地球温暖化は気候変動を引き起こし、川の氾濫や土砂崩れ、猛暑による熱中症など、私たちの生活に大きな影響を与えています。その対策として、日本が目指しているのが「カーボンニュートラル」。
温室効果ガスの排出量から森林などの二酸化炭素の吸収量を差し引いて、2050年までに全体でゼロにすることを目指すなかで、愛知県西尾市に本社を置くオティックスの取り組みに注目します。
カーボンニュートラルに取り組むオティックス
愛知県西尾市に本社を置くオティックスは、トヨタ自動車などを主要ユーザーとして自動車部品を製造・販売しているメーカーです。2018年に創業100周年を迎え、西尾市内に5つ、市外に2つの工場があり、海外にも拠点があります。
SDGsを実践し、冬は屋外設備のきれいな排熱を工場内に送り、暖房用に再利用することでガスの使用量を削減。また、乾燥機電気ヒーターを生産状況に応じて自動停止するなどで、電力消費の削減にも取り組んでいます。
さらに、主力部品を世界最小化・最軽量化したことにより、自動車の燃費向上と、材料の削減や生産性向上で、2022年2月に愛知環境賞優秀賞を受賞しました。
地域の環境づくりに貢献を
そして、オティックスが地域の環境づくりに貢献したいと2015年から続けているのが、森づくりです。これまでに自社の敷地内に27,000本を植樹し、「オティックスの森」と呼んでいます。
オティックス総務人事部の中嶋大貴さんに、この事業についての想いを伺うと、「森づくりは、地域や地球への恩返しであり、将来をになう子どもたちへの贈り物です。社員一人ひとりが森と共に地域の人と成長していけるよう願いを込めて取り組んでいます」と、話してくれました。
想いをこめた森づくり
この取り組みの1年目に植樹したのが、西尾市にある技術本館の周囲、約2,000平方メートルの敷地です。多くの地域住民や小学生にも参加してもらい植樹しました。それらの木々は6年が経ついま、大きく成長しています。

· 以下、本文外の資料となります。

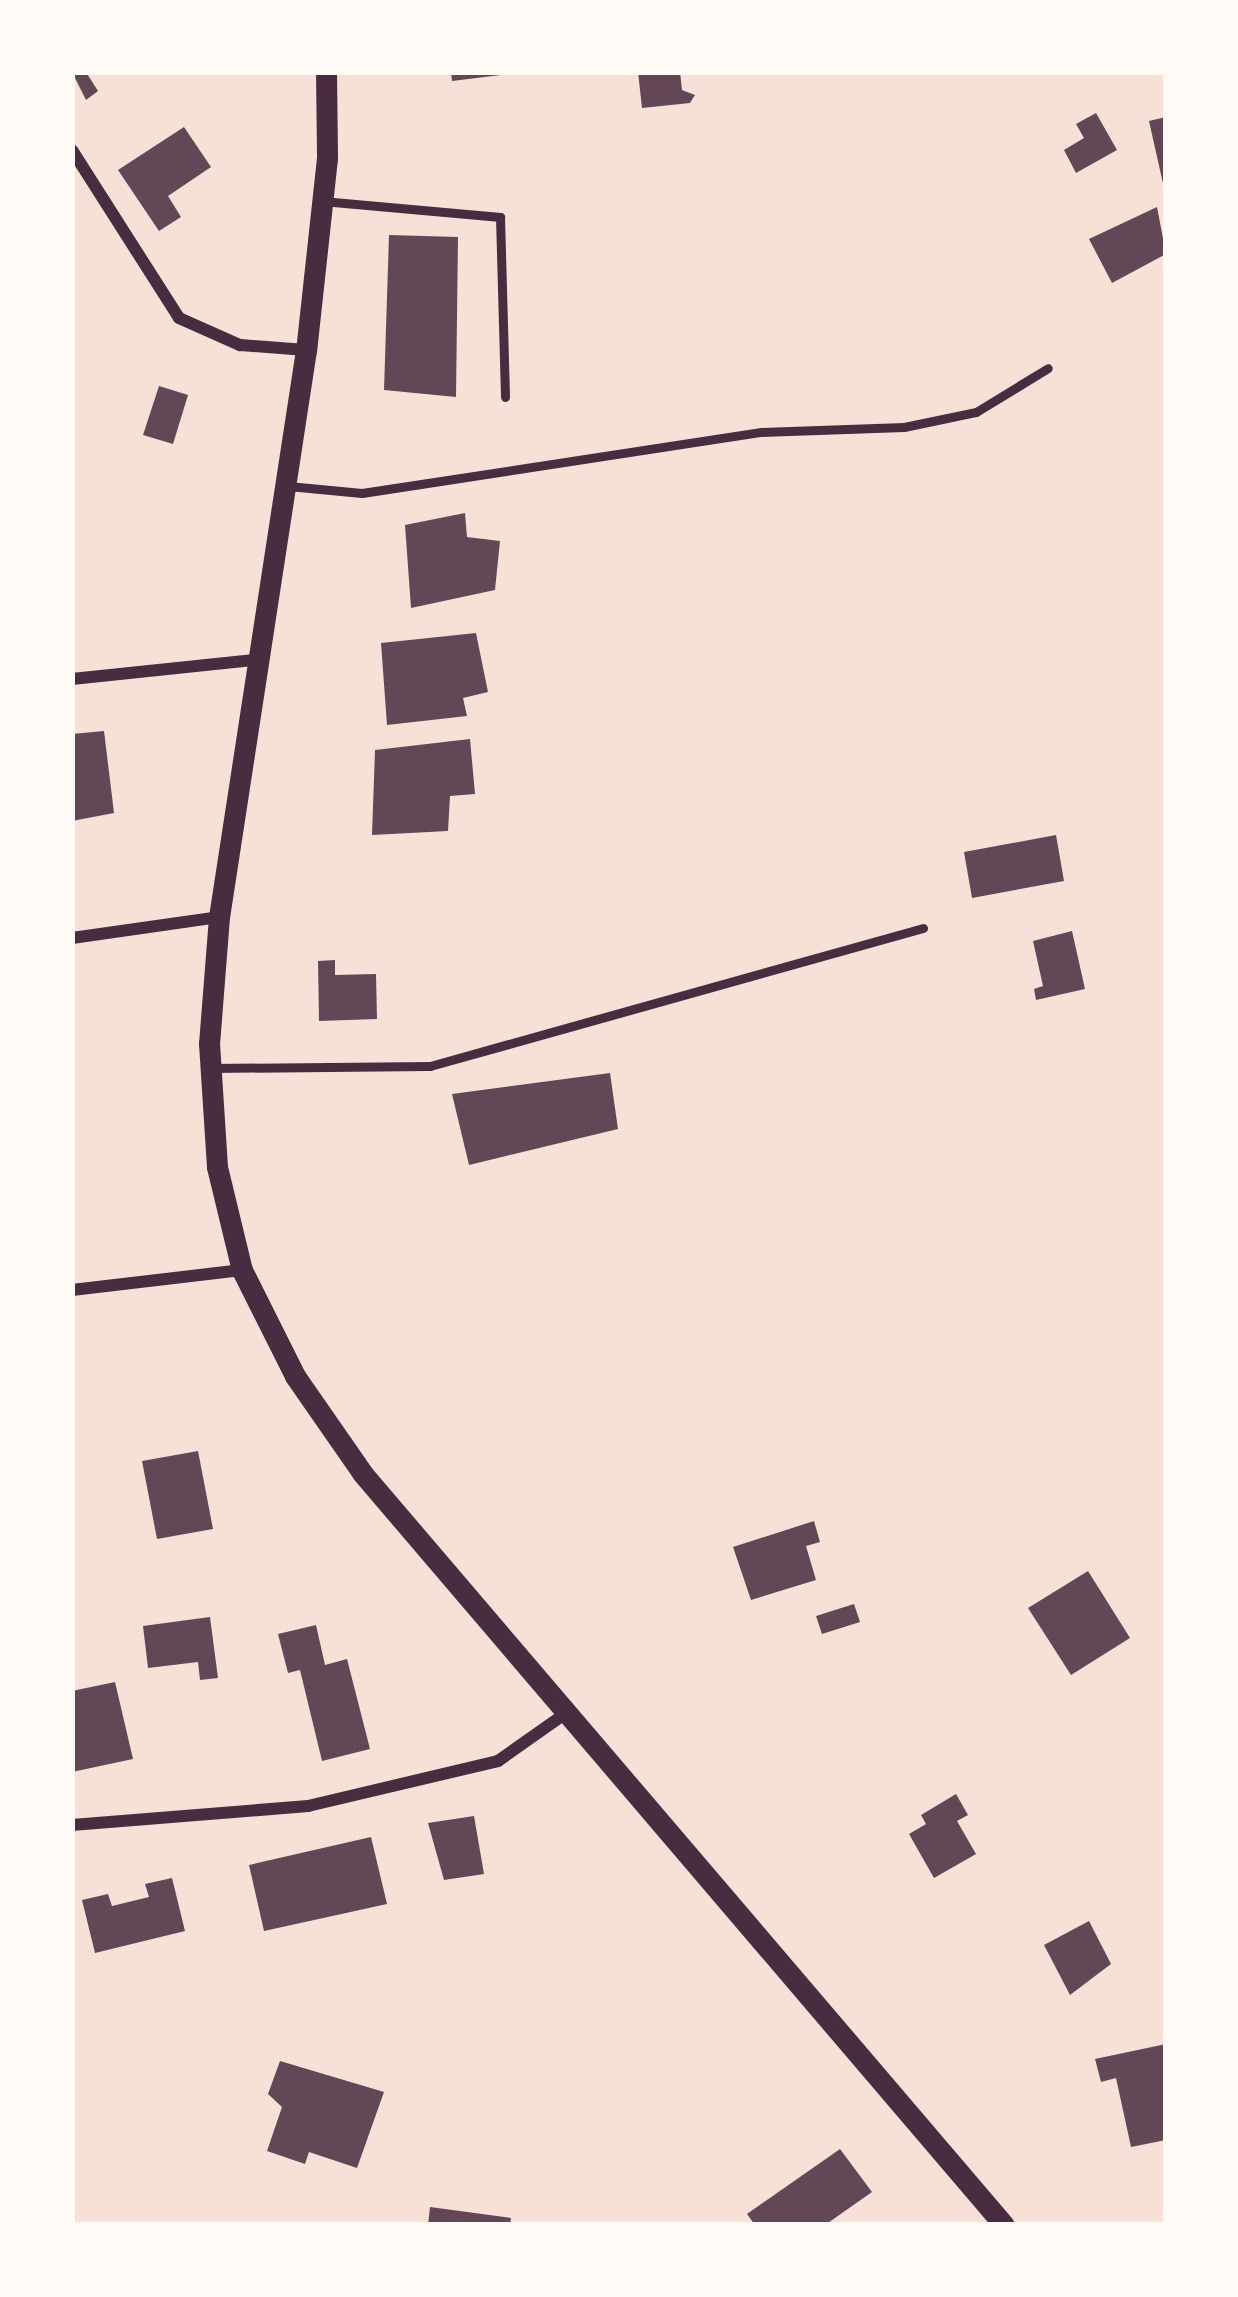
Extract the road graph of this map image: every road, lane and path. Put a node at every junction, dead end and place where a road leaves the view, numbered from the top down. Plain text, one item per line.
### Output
1 (326, 72) edge
2 (72, 151) edge
3 (322, 201) junction
4 (306, 350) junction
5 (1048, 368) dead end
6 (505, 397) dead end
7 (285, 485) junction
8 (262, 659) junction
9 (72, 680) edge
10 (218, 917) junction
11 (923, 928) dead end
12 (72, 938) edge
13 (211, 1068) junction
14 (242, 1270) junction
15 (72, 1290) edge
16 (568, 1711) junction
17 (72, 1825) edge
18 (999, 2223) edge

1 - 3 street
2 - 4 street
3 - 4 street
3 - 6 lane
4 - 7 street
5 - 7 lane
7 - 8 street
8 - 9 street
8 - 10 street
10 - 12 street
10 - 13 street
11 - 13 lane
13 - 14 street
14 - 15 street
14 - 16 street
16 - 17 street
16 - 18 street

植樹した樹木の選定にも、想いが込められています。「昔から地域にある植物を選んでいます。本社ではタブノキやモチノキなどを中心に、豊田市の高岡工場ではアラカシやシラカシなどの樹木を中心に。それぞれの地域で植えるものを変えています」と中嶋さん。いまでは鳥たちが羽を休め木々が実をつける、本物の森に成長しました。
今後の活用も視野に
2021年には、西尾市にある西浅井工場のオティックスの森で、約2500平方メートルの敷地にタブノキやモチノキなど36種類を10,700本植えたといいます。

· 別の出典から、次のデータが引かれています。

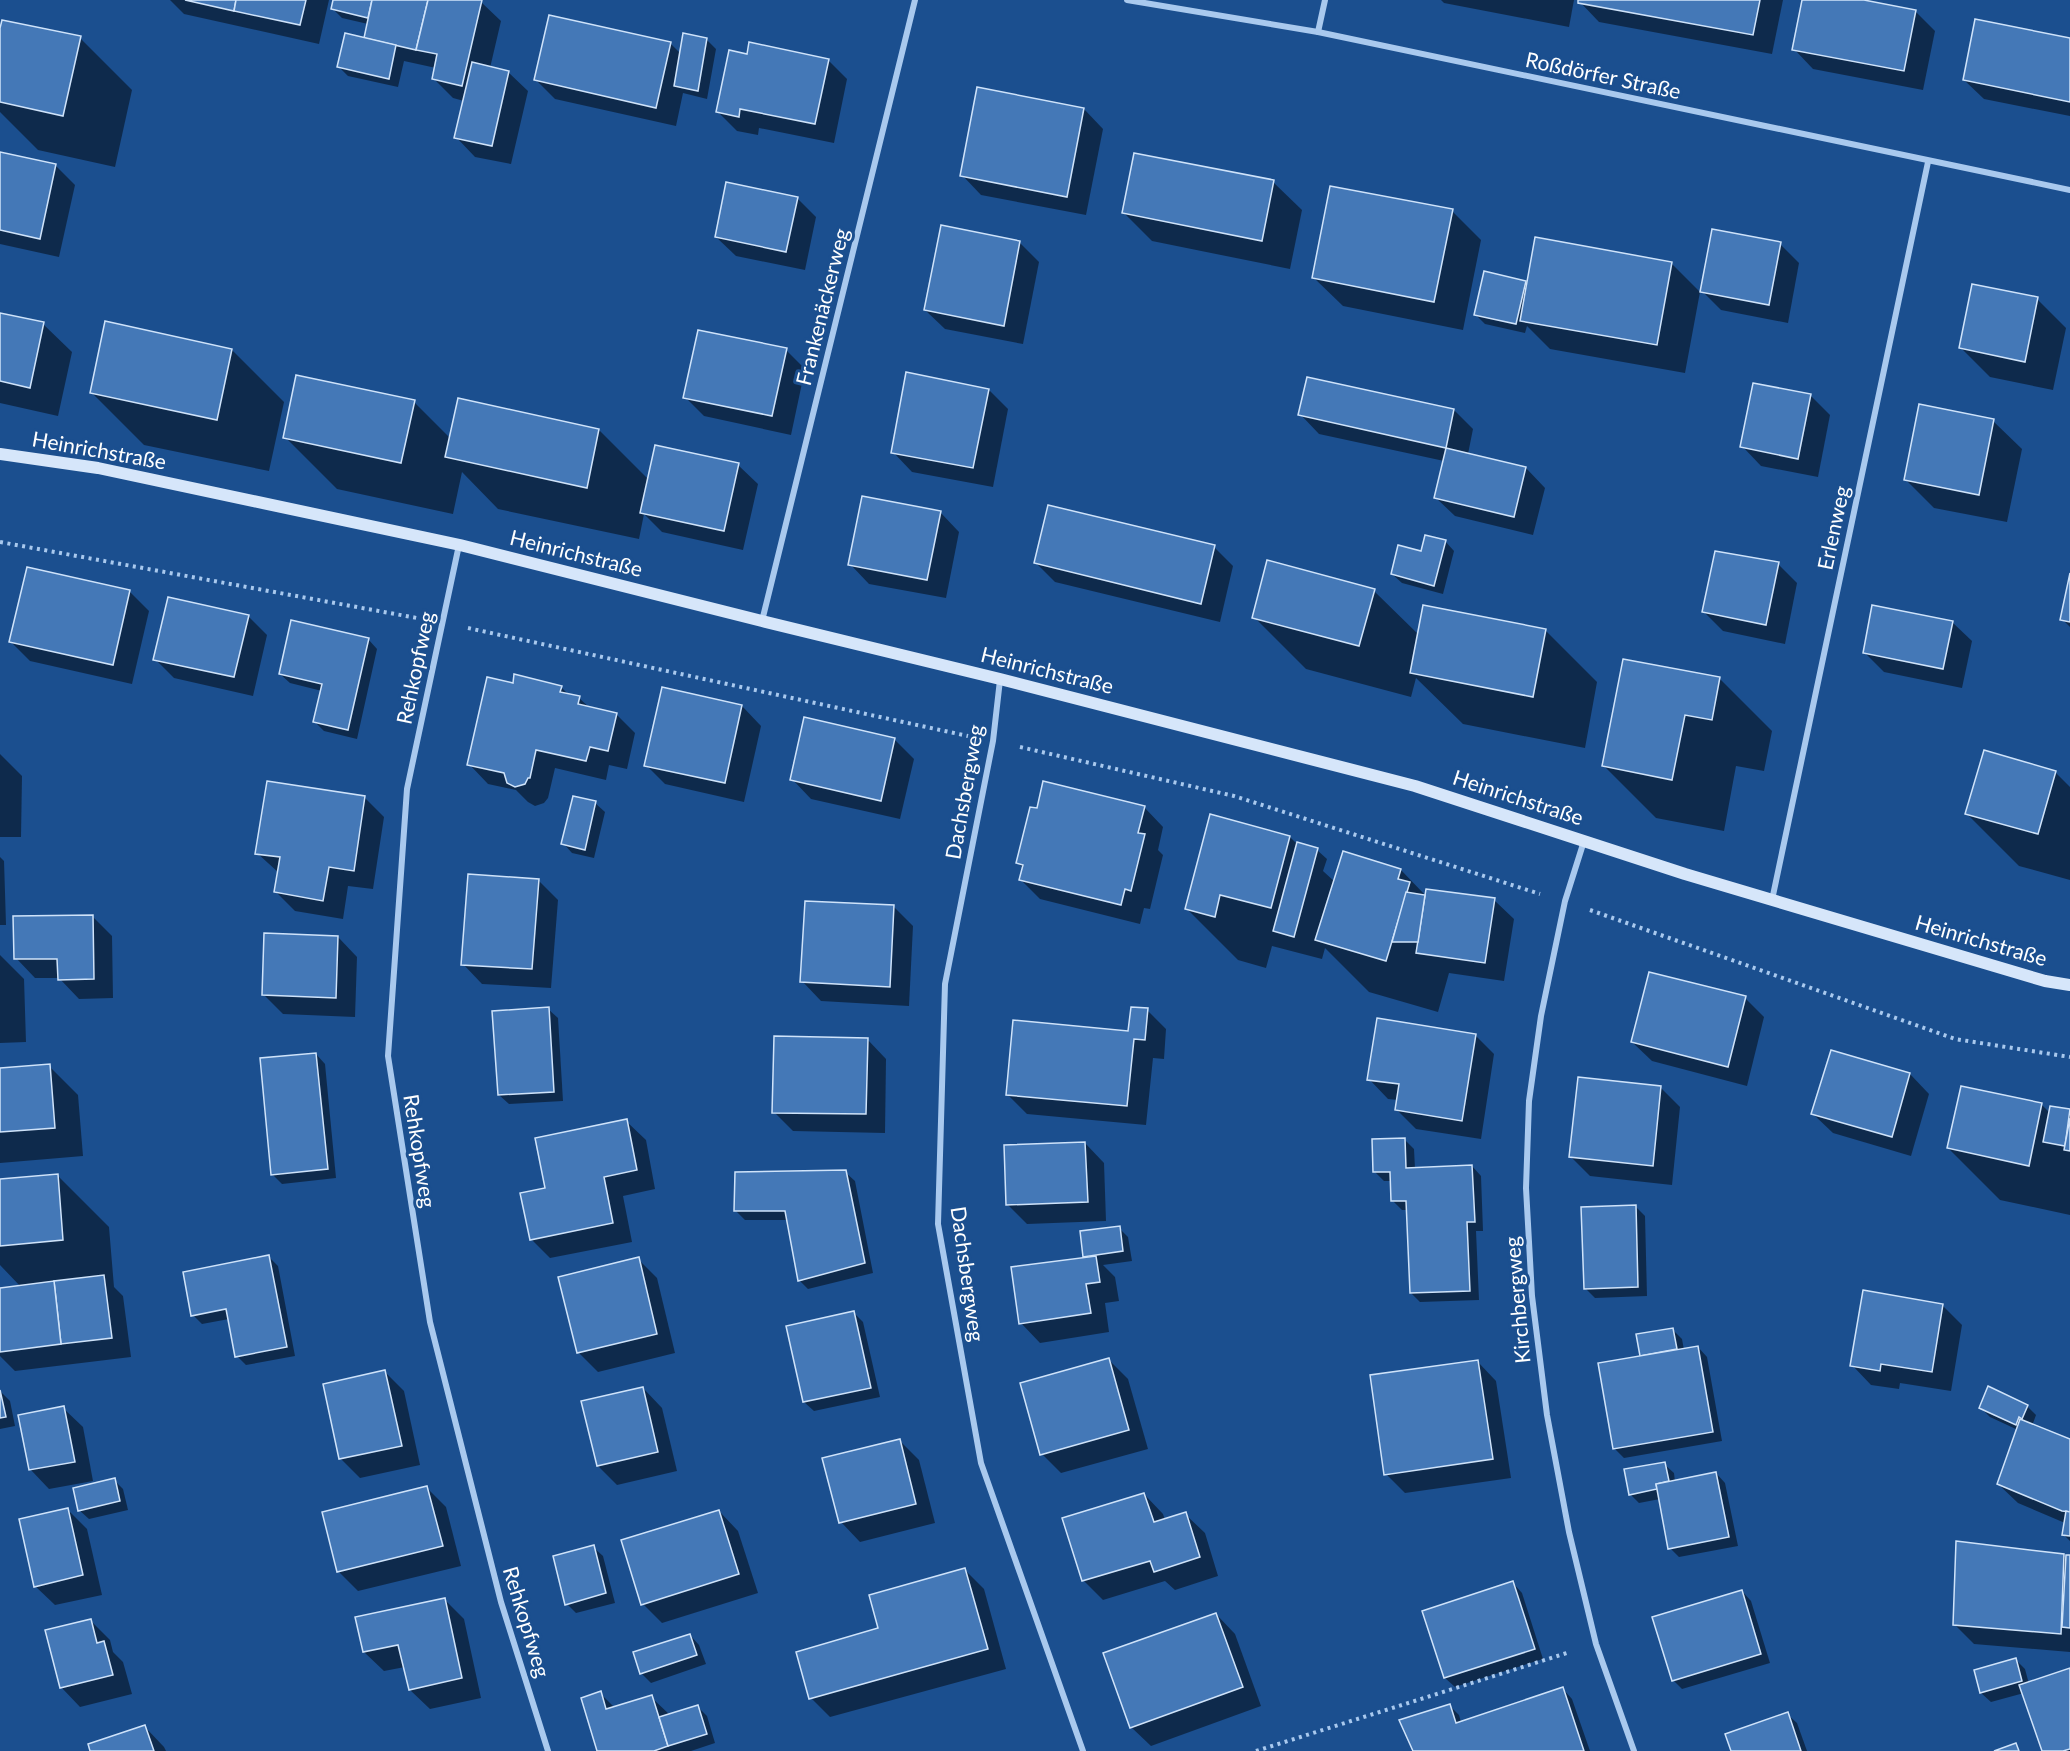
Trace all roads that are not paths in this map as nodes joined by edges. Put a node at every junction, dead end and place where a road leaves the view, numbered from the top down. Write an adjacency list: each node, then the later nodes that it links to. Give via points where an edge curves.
1 (915, 0): 9 (street, Frankenäckerweg)
2 (1127, 0): 4 (street, Roßdörfer Straße)
3 (1325, 0): 4 (street)
4 (1318, 32): 5 (street, Roßdörfer Straße)
5 (1928, 162): 6 (street, Roßdörfer Straße); 12 (street, Erlenweg)
6 (2070, 190)
7 (0, 454): 8 (main road, Heinrichstraße, via 98,468)
8 (460, 544): 9 (main road, Heinrichstraße); 14 (street, Rehkopfweg, via 407,789 388,1056 430,1322 501,1602)
9 (762, 621): 10 (main road, Heinrichstraße)
10 (1000, 679): 11 (main road, Heinrichstraße, via 1415,786); 15 (street, Dachsbergweg, via 993,741 945,984 938,1224 981,1464)
11 (1584, 840): 12 (main road, Heinrichstraße); 16 (street, Kirchbergweg, via 1565,901 1541,1016 1529,1101 1526,1188 1532,1296 1547,1415 1569,1532 1596,1644)
12 (1772, 901): 13 (main road, Heinrichstraße, via 2044,981)
13 (2070, 985)
14 (548, 1751)
15 (1083, 1751)
16 (1634, 1751)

また、よりよい森づくりのためのアイデアを出し合う「森づくり会議」を開き、従業員らが率先して、今後の森の活用方法について意見を出し合っています。
その結果、どんぐりを使ったアートを地域の小学生に作ってもらう案など、地域を巻き込んだ施策が生まれているということです。 ?
それぞれができる温暖化対策を
世界的な森林減少が問題になるなか、企業が緑化を進めることは、カーボンニュートラルを実現するために大きな意義があります。
日本の2019年度の温室効果ガス排出量は、約12億1,200万トン。このうち二酸化炭素が約11億800トンで大部分を占めています。一方、同年度の温室効果ガスの吸収量は、約4,590万トン。森林によって約4,290万トン、農地管理や都市緑化活動の推進などによって約300万トンが吸収されています。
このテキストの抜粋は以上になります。